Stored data
──────

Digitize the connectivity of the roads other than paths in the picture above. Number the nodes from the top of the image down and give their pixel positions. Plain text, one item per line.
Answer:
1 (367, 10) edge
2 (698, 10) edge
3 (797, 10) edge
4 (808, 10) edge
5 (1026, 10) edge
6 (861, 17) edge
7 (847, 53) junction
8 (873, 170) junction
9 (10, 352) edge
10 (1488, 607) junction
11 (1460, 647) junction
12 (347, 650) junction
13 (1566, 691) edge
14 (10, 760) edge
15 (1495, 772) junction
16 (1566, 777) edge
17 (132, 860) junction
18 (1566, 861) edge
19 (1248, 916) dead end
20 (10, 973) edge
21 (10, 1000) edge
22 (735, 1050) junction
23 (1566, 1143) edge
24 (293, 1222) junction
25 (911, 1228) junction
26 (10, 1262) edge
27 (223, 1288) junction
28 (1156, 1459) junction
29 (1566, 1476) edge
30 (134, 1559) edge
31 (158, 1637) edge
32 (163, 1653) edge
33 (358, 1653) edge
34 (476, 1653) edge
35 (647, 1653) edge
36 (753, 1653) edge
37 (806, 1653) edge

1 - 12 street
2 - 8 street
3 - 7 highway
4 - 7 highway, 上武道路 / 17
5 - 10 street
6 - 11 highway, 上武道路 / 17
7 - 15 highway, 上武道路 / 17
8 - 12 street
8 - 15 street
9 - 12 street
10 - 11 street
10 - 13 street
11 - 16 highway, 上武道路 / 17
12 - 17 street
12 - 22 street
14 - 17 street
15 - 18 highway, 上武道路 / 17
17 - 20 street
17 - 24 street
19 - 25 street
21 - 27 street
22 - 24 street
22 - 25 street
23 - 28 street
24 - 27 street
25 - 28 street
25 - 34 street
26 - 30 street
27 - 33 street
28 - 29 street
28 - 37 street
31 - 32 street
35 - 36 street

──────

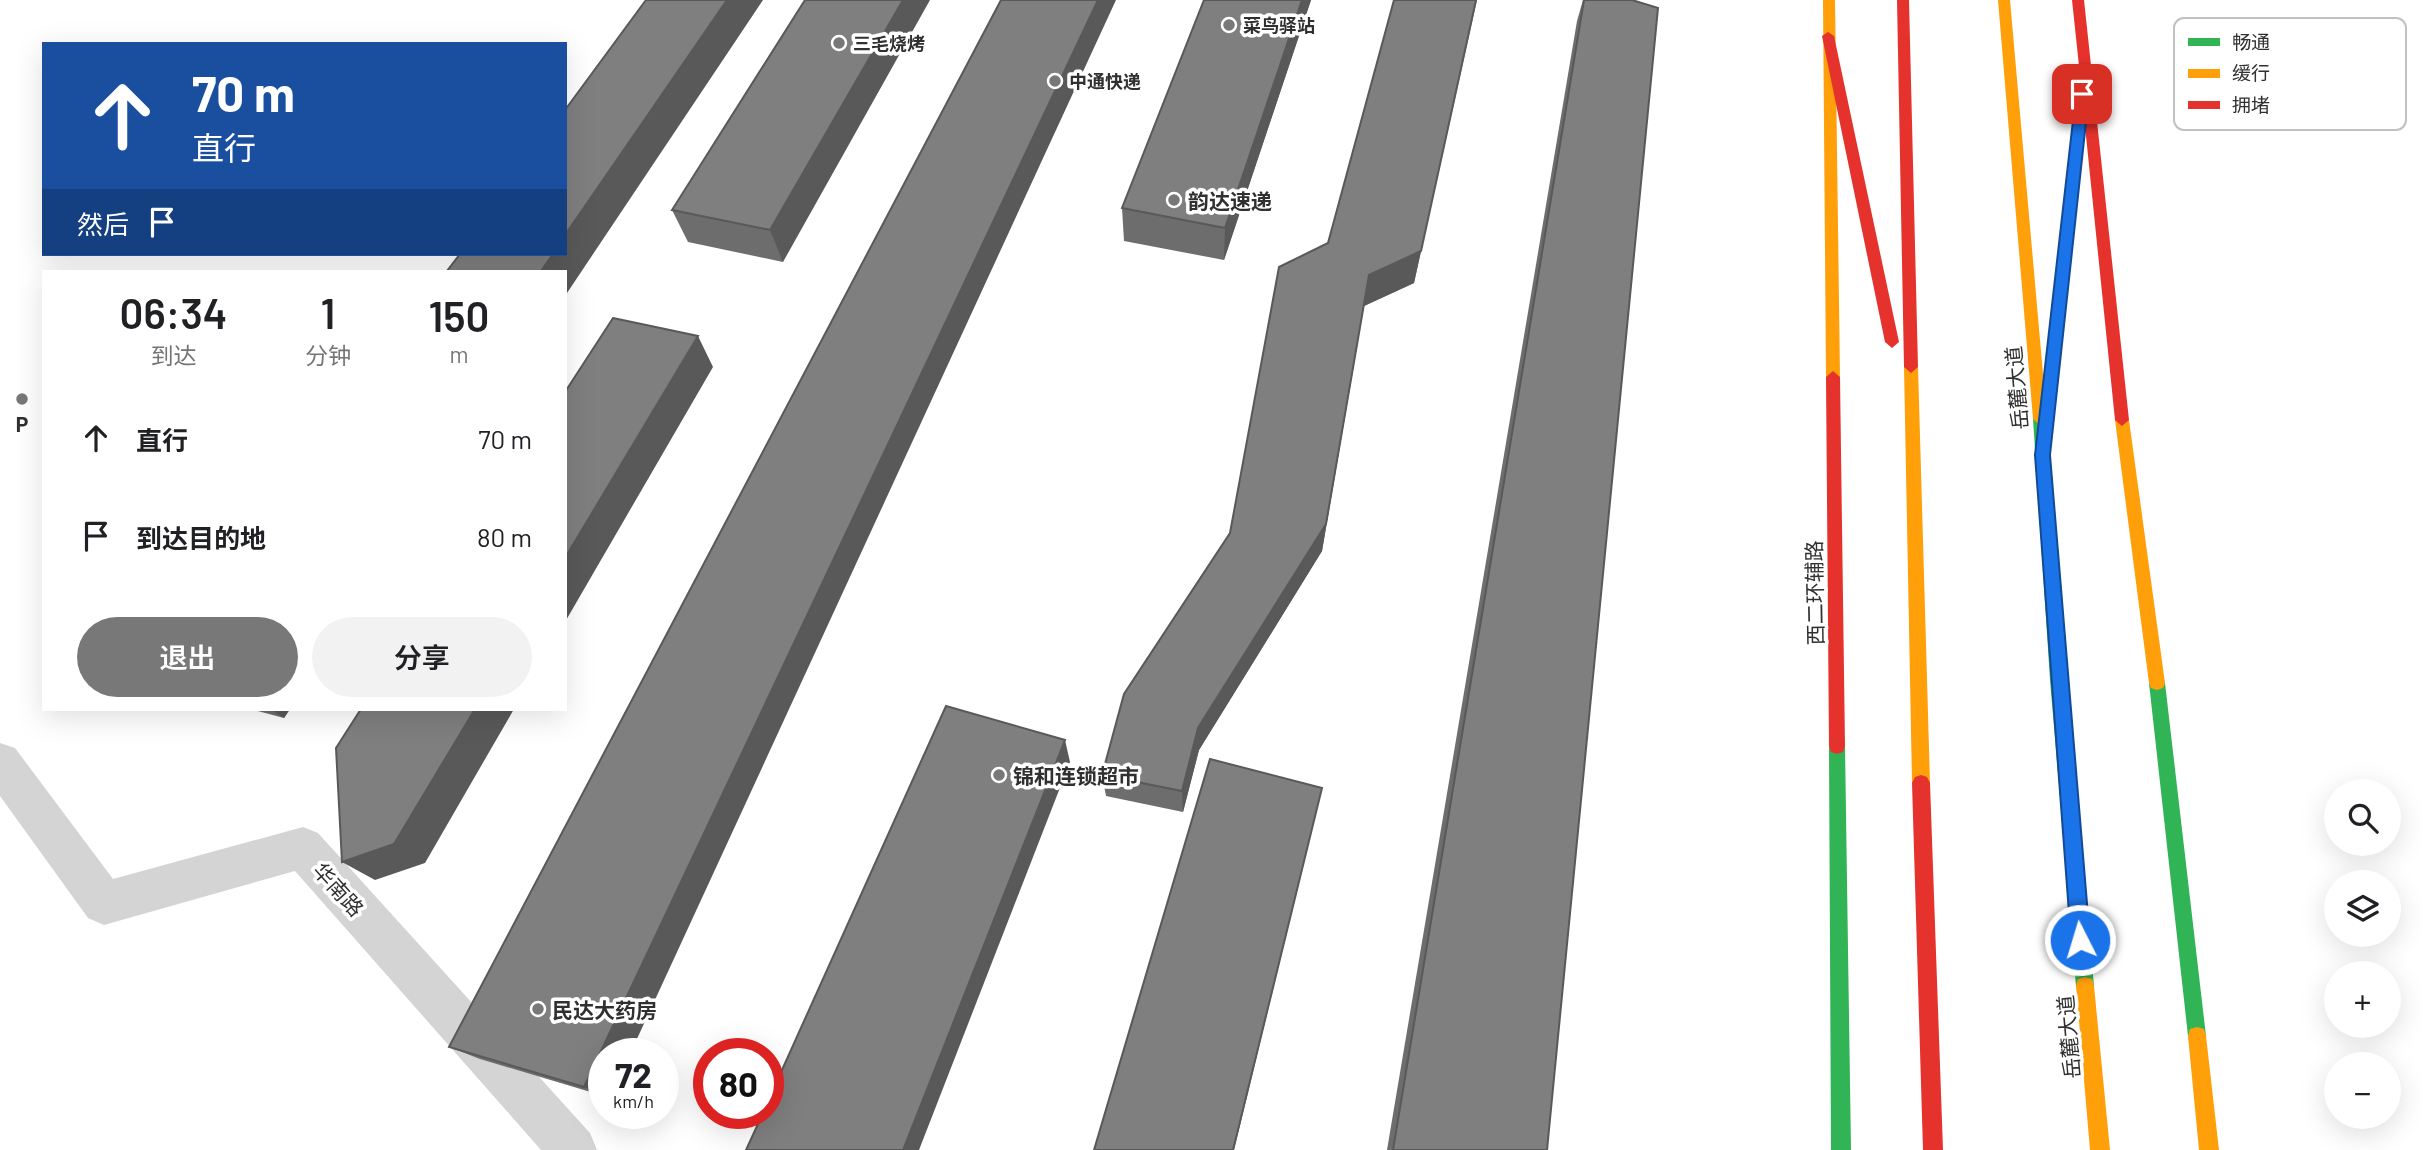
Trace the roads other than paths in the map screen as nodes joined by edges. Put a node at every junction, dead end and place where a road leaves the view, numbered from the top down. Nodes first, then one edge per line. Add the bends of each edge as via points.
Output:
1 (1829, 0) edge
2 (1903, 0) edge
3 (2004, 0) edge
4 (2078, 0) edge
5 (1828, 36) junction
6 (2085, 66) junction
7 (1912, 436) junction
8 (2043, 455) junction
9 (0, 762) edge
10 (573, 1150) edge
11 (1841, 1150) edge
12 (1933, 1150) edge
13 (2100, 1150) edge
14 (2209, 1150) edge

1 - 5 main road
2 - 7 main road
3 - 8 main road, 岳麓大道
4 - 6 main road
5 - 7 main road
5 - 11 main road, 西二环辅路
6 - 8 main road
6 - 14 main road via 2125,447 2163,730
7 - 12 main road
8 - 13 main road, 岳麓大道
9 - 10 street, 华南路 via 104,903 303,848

──────

Exercise goal: Copy each line of the data above that holds "from".

Exercise answer:
Digitize the connectivity of the roads other than paths in the picture above. Number the nodes from the top of the image down and give their pixel positions. Plain text, one item per line.
Trace the roads other than paths in the map screen as nodes joined by edges. Put a node at every junction, dead end and place where a road leaves the view, numbered from the top down. Nodes first, then one edge per line. Add the bends of each edge as via points.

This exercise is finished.